The UTRGV awards science degrees to undergraduate and/or graduate students and have received less than
6 million dollars per year of NIH R01 support in each of the last 2 fiscal years. Dr. Yallapu proposed to achieve
a microRNA Nanoparticle formulation which can circumvent docetaxel resistance in prostate cancer. Loss of
tumor suppressor miRNAs in cancer cells promotes cancer tumorigenesis and progression. However, the
efficient delivery of miRNAs to target tumor tissues is a major challenge in the transition of miRNA therapy to
the clinic. The current approaches to deliver miRNAs not only introduce the risk, associated with virus-based
carriers but also systemic toxicity and low therapeutic outcome. To address these challenges and barriers
use of nanoparticle mediated delivery is implemented which can offer protection to miRNA in the blood stream
and accumulation at the tumor site which can enhance efficiency of therapy. Thus, the objective of this
study is to employ dual layer magnetic nanoparticle system that is constructed to release miRNA at tumor site.
This nanoparticle formulation can be applied for improved systemic bioavailability, low toxicity, and tumor
targeting of therapeutics. The nanoparticle therapies are highly suitable to target and treat resistant tumors
(castration resistant prostate cancer, CRPC) that affects thousands of men each year. Recent studies
demonstrate miR-205 loss is correlated with prostate cancer (PrCa) progression, metastasis, and drug
resistance. Restoration of miR-205 induces pro-apoptotic, anti-proliferative, and epigenetic modulator roles.
Literature and our preliminary data suggest re-expression of miR-205 in PrCa cells/tumors result in
sensitizing cells to chemotherapy, reverses drug resistance, EMT regulation, and suppression of PrCa growth.
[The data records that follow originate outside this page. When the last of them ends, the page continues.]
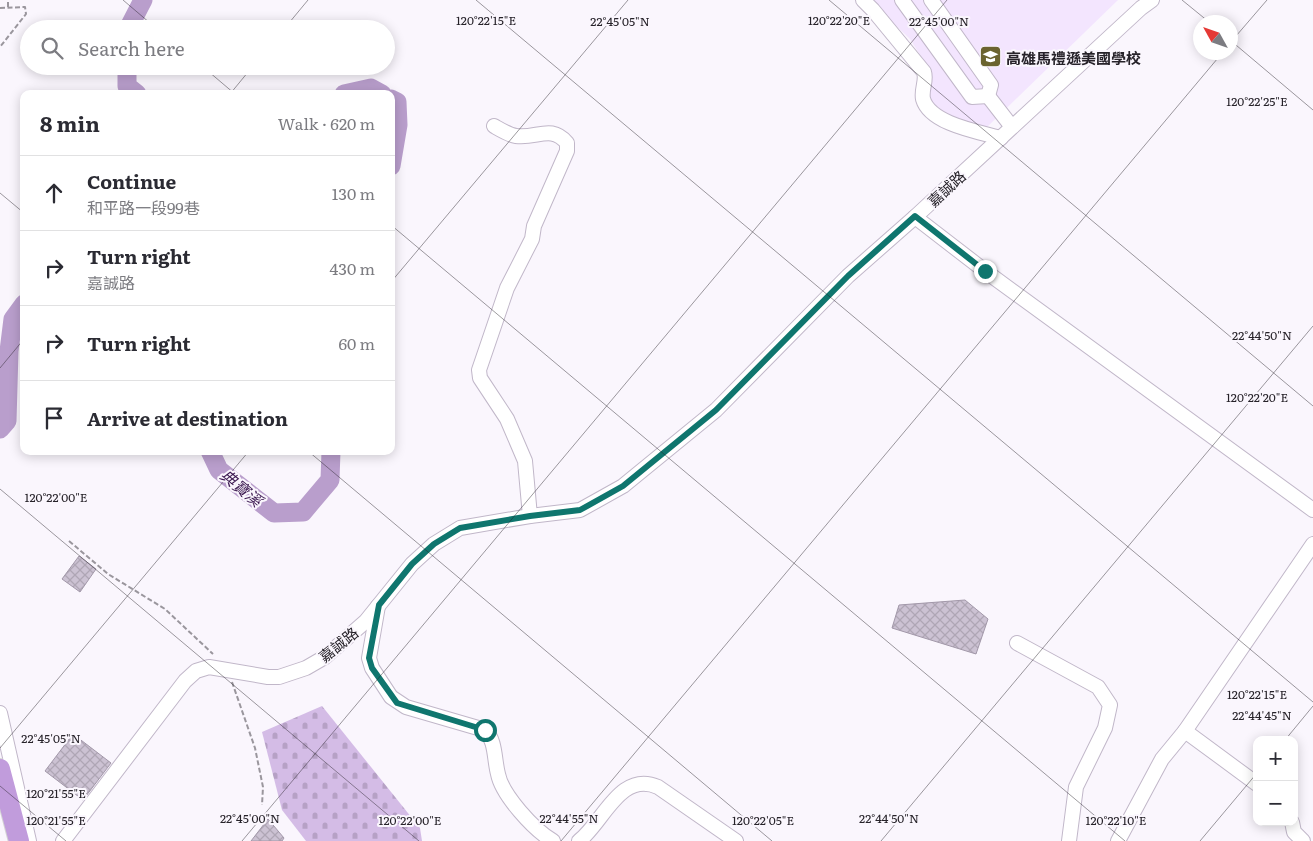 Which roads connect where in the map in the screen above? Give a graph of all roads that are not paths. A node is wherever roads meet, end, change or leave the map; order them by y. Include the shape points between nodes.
1 (863, 0) edge
2 (902, 0) edge
3 (931, 0) edge
4 (1152, 0) edge
5 (988, 96) junction
6 (494, 126) dead end
7 (1012, 127) junction
8 (1000, 138) junction
9 (915, 216) junction
10 (1313, 510) edge
11 (530, 516) junction
12 (1313, 544) edge
13 (379, 605) junction
14 (1017, 642) dead end
15 (0, 713) edge
16 (1185, 731) junction
17 (0, 769) edge
18 (1253, 781) edge
19 (1293, 826) edge
20 (20, 841) edge
21 (29, 841) edge
22 (63, 841) edge
23 (553, 841) edge
24 (578, 841) edge
25 (736, 841) edge
26 (1069, 841) edge
27 (1118, 841) edge
28 (1303, 841) edge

Therefore, the central hypothesis of this proposal is that dual layered magnetic nanoparticles can enhance
the loading capacity of miRNA per particle and delivery to PrCa cells. This study aims to 1) delineate
development of miR-205 nanoparticle formulation, performing its physico-chemical and biological fate,
mechanistic investigations of in vitro uptake, intercellular accumulation of the miRNA, and 2) study in vivo
tracking and biodistribution miR-205 (MRI) that are in nanoparticles, and 3) examination target gene
modulation, and 4) determine improved chemosensitization potential for docetaxel in drug resistant PrCa cells
and relevant orthotopic mouse models. The clinical outcome led us to develop a unique microRNA
nanoplatform, which can be efficient in inhibiting oncogenic pathways that are linked to drug resistance.
Additionally, this award enables Dr. Yallapu to improve and obtain high quality/quantity of preliminary data
and publications to be able to succeed in acquiring non-SCORE research support.